── Dataset content ──

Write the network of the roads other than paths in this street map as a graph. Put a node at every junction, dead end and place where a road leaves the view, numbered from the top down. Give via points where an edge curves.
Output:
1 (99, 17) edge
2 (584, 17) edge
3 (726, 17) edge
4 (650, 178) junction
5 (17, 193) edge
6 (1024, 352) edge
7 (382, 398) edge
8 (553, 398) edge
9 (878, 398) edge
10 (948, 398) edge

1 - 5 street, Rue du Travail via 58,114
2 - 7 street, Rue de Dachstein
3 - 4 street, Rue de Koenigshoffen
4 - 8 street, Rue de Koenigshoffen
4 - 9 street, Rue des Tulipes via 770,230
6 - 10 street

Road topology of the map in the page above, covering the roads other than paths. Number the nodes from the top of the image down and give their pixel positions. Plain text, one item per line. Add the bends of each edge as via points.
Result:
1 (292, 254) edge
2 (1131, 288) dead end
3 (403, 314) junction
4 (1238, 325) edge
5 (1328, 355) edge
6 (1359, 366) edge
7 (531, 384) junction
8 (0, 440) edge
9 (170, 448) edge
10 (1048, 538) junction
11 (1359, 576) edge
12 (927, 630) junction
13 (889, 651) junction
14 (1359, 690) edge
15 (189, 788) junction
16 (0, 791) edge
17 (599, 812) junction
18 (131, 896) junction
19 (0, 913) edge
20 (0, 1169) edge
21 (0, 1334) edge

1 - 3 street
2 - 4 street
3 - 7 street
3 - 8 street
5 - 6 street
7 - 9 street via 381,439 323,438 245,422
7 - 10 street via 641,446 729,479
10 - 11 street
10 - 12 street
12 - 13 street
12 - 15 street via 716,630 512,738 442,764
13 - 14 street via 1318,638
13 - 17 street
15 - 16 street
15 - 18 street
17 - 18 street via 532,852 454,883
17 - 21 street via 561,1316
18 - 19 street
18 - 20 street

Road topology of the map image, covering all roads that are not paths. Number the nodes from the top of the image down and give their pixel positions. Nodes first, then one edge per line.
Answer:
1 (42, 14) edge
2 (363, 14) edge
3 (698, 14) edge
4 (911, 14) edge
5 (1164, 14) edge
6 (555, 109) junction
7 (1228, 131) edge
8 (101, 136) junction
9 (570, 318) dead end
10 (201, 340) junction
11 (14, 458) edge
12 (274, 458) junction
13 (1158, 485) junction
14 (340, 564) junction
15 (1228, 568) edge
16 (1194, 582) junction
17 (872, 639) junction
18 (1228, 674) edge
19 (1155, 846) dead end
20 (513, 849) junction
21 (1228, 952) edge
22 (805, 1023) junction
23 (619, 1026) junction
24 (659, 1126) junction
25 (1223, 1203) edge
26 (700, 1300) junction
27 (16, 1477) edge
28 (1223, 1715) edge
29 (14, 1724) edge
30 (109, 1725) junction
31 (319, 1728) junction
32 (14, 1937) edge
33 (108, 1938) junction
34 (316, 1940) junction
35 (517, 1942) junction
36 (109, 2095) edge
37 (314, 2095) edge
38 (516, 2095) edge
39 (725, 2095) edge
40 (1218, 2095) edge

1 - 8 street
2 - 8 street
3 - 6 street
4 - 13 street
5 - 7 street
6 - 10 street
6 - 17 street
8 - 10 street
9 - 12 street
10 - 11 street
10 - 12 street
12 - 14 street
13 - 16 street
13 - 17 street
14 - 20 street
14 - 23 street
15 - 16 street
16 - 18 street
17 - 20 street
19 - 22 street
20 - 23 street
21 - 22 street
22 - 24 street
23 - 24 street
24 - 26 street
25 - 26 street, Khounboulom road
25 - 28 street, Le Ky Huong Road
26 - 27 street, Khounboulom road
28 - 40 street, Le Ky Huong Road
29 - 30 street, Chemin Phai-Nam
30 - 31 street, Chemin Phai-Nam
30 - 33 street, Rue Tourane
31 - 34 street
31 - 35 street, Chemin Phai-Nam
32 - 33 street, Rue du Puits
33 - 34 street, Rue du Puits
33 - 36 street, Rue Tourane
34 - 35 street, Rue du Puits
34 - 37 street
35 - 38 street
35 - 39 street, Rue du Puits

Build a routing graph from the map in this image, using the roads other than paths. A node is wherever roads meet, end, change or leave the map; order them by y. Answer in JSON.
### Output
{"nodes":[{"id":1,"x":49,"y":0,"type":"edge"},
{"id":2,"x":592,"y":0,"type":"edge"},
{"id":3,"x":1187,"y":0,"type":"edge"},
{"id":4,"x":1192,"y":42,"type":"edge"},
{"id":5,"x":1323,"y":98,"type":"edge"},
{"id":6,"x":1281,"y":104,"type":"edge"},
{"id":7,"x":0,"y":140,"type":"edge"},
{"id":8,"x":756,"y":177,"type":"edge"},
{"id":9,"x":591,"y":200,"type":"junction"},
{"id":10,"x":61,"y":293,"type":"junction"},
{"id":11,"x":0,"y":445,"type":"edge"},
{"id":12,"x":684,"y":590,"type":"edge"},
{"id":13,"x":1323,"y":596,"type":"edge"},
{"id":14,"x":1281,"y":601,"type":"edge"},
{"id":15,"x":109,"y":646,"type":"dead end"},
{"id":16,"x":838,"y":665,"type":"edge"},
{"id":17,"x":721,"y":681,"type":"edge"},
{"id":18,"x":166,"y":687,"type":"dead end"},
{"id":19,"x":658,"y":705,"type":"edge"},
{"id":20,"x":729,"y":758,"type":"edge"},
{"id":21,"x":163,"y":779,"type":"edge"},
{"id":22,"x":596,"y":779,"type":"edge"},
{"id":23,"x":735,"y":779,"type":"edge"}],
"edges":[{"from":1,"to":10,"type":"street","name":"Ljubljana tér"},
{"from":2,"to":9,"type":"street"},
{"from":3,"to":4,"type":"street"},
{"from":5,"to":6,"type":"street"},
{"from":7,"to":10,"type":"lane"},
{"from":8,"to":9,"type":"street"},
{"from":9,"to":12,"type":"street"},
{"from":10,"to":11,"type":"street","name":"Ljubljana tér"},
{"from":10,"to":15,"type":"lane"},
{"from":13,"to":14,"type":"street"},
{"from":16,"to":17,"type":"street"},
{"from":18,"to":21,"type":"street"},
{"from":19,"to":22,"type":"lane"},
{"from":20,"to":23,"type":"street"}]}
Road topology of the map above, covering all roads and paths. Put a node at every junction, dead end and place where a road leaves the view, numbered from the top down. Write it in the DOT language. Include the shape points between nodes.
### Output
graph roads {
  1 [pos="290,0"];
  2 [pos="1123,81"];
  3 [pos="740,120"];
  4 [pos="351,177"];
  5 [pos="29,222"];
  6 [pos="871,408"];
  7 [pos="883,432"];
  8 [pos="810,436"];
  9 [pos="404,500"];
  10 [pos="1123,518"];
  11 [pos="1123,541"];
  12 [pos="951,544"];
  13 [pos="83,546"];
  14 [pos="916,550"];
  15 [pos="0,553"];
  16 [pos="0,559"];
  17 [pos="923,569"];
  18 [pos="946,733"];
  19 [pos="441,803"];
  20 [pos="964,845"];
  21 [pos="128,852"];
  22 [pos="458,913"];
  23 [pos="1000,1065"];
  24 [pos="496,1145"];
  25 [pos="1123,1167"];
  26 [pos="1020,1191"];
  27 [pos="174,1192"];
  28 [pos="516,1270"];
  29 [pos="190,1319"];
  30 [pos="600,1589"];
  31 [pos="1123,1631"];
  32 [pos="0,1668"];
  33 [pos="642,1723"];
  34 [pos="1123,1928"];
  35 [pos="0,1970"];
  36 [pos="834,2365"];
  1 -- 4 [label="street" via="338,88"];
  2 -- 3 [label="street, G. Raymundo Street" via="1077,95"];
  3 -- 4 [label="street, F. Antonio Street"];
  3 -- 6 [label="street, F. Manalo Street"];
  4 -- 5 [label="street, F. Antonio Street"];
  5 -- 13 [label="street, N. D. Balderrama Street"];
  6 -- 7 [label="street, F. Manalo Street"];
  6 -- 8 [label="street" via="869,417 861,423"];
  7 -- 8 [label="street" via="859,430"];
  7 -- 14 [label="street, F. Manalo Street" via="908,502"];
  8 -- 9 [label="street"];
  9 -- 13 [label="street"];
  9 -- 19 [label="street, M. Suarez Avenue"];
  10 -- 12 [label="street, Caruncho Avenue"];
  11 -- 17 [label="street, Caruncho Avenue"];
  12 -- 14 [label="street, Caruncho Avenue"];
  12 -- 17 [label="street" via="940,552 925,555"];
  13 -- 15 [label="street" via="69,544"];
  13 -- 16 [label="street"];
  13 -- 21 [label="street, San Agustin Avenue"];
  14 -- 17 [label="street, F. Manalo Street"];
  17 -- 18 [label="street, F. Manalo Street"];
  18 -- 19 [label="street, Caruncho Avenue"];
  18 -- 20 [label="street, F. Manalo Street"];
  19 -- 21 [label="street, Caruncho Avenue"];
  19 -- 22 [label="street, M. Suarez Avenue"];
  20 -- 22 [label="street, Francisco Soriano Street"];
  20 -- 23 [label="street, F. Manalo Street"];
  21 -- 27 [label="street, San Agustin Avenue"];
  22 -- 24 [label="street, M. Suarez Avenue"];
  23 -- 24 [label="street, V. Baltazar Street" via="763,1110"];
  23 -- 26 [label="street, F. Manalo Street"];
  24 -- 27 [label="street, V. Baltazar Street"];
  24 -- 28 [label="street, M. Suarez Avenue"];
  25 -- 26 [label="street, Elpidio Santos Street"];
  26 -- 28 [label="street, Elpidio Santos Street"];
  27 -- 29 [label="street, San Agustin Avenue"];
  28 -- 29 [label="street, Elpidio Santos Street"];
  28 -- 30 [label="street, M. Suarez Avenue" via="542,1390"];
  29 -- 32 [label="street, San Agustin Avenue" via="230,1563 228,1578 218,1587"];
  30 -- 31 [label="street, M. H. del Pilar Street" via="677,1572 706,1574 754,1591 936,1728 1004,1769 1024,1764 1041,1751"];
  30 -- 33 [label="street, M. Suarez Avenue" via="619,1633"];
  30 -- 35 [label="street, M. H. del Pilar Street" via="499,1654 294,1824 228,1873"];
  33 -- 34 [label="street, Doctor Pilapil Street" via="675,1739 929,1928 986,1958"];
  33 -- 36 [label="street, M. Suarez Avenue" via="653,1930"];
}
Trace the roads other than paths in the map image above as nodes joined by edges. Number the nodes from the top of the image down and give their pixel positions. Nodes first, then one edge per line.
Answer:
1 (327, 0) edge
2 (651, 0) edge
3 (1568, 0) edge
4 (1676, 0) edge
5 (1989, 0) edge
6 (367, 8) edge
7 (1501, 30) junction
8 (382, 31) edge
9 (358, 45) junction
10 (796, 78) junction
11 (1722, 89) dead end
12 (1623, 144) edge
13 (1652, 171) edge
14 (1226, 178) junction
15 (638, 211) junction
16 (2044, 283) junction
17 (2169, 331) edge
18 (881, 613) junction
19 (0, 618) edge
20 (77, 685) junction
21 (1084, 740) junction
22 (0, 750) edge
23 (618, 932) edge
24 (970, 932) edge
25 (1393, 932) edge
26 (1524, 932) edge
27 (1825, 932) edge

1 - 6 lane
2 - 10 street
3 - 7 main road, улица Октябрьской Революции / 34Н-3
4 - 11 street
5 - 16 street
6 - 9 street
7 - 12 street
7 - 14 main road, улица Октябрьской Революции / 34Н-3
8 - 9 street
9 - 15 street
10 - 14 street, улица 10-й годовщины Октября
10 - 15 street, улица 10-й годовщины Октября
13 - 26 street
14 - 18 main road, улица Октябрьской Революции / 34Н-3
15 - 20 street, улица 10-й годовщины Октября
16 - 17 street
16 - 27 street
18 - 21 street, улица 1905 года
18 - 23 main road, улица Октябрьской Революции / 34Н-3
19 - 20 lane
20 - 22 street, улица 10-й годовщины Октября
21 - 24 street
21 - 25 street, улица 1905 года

───

_Your assignment:_ Search the entries for the word "Manalo" and pick out every line that holds it.

_Result:_
  3 -- 6 [label="street, F. Manalo Street"];
  6 -- 7 [label="street, F. Manalo Street"];
  7 -- 14 [label="street, F. Manalo Street" via="908,502"];
  14 -- 17 [label="street, F. Manalo Street"];
  17 -- 18 [label="street, F. Manalo Street"];
  18 -- 20 [label="street, F. Manalo Street"];
  20 -- 23 [label="street, F. Manalo Street"];
  23 -- 26 [label="street, F. Manalo Street"];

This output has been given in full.